It is more about appreciation, says Sri Lankan documentary filmmaker:

TIRUCHI: He strongly believes that the impact of theatre would be effective enough to spread the spirit of anti-war amongst people. “Sri Lanka would get back its serenity very soon,” says Dharmasiri Bhandaranayake, one among the many Sinhala filmmakers, who voice their protests through stages and screens.

Amidst the rumblings of war in the country, his is a hopeful voice of peace. Sri Lanka would have been a serene multicultural country, but for the ethnic strife, he says, Despite two murder attempts on him, his films and documentaries don’t seem to end their criticisms of the ongoing war. When his film career, wherein he started as an actor, was on the upswing, he quit film making and took to documentaries to cover the horror of war.

His maiden documentary ‘Echoes of War,’ made in 1987, earned him quite a number of admirers. “It talked about the dilapidating cultural monuments, one of the casualties of incessant war. We forget to protect the nation in an urge to protect the races,” he says.

The country, he observes, has been fast losing the coherence of its multicultural history. His six set of documentaries are seen as an attempt to reconnect the lost dimensions of the culture shared by the Tamil and Sinhalese.

Even as a host of his documentaries including ‘Kooththu,’ ‘Vadda Kalari,’ ‘Ravanasen’ and ‘Drums of Sri Lanka’ rocked the country portraying the in-depth cultural similarity between the Sinhalese and Tamils. Bandaranayake came up with a play that was screened over three times in LTTE dominated areas, making him the only Sinhalese director to screen his works in that part of the country in the last 30 years.
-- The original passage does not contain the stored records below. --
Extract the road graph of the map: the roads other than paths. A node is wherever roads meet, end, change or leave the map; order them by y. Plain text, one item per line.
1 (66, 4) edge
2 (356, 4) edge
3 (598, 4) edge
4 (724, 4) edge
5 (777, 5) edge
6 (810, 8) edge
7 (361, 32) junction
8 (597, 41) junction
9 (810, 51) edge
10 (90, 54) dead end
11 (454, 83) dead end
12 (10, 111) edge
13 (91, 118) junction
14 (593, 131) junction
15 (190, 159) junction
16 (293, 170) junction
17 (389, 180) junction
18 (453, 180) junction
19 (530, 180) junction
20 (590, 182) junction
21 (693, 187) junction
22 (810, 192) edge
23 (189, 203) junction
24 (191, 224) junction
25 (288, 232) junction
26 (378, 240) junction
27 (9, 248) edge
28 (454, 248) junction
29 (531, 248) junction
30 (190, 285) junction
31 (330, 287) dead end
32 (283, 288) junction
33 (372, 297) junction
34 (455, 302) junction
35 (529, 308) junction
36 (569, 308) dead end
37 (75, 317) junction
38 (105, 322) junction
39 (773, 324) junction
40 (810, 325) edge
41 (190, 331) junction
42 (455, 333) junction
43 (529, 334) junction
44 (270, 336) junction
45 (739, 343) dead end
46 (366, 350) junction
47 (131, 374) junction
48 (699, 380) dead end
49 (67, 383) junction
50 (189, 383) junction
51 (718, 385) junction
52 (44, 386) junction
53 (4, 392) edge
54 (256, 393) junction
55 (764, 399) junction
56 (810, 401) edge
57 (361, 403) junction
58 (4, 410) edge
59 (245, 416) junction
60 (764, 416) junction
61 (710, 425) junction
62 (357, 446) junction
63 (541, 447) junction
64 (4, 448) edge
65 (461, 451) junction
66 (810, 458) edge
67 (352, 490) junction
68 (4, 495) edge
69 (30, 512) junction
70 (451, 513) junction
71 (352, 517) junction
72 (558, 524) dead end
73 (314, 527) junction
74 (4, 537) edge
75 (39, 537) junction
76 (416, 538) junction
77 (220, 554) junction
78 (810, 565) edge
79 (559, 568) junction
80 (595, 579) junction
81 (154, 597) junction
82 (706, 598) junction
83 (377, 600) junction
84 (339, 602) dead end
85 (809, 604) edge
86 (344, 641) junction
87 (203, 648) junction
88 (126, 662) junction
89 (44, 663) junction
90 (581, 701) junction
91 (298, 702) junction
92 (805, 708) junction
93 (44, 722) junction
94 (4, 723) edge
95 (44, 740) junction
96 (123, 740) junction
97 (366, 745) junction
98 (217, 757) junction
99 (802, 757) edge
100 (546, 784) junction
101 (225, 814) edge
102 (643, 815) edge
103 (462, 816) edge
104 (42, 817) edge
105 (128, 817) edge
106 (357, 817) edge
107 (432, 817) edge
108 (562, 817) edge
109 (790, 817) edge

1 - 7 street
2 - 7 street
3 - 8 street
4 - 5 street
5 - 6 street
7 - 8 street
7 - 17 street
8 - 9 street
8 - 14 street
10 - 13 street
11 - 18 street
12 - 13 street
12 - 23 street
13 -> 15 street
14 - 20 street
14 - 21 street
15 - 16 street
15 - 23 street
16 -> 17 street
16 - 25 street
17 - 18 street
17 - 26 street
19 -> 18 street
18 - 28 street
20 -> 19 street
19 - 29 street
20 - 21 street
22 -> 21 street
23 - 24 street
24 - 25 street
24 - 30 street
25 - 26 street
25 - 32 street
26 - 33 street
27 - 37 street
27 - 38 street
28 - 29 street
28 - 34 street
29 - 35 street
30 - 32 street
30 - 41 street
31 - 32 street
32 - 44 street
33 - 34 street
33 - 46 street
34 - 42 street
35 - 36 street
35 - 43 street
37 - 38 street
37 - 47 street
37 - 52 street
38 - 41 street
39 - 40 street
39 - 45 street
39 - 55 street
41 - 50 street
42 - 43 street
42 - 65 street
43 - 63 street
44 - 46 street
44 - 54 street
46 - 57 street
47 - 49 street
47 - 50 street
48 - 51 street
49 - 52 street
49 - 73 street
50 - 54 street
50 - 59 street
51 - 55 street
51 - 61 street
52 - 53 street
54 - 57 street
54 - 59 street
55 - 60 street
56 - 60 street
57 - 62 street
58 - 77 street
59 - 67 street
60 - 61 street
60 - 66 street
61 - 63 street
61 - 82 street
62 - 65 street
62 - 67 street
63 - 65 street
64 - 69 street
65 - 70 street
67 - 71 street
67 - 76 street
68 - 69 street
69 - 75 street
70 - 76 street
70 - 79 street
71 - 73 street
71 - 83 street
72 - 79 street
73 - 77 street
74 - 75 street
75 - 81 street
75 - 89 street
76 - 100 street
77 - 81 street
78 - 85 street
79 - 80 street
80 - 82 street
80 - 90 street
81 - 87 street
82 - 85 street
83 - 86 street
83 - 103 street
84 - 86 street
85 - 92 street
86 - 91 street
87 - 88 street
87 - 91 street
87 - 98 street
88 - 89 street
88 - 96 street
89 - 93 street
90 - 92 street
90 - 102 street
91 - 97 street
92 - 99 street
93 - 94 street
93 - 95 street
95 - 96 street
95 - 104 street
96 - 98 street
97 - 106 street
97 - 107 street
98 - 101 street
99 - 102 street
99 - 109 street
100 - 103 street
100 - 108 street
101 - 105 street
‘The Trojan Women,’ the Greek play, originally written by Euripides, was tailored to portray the desolations of the innocent victims, especially women and children. It was screened across the globe, with translations in English and Tamil.

While majority of the artistes use theatre as a platform to voice their protest against war, the pro-war groups who have been using arts as a propaganda medium begun to retreat.

“They understood how inadequate it was to use theatre and music as a medium to propagate war. Art is more about appreciation and cannot be used as a medium to indoctrinate,” says Bhandaranayake who was on a cultural tour to South India recently.

Expressing concern over the destructions caused by the war, he says that the situation has only worsened down the years. “We saw no improvement even during the ceasefire period.

Now the displacement has reached tragic proportions. Cultural interventions through theatres and street plays are oppressed ruthlessly,” he says.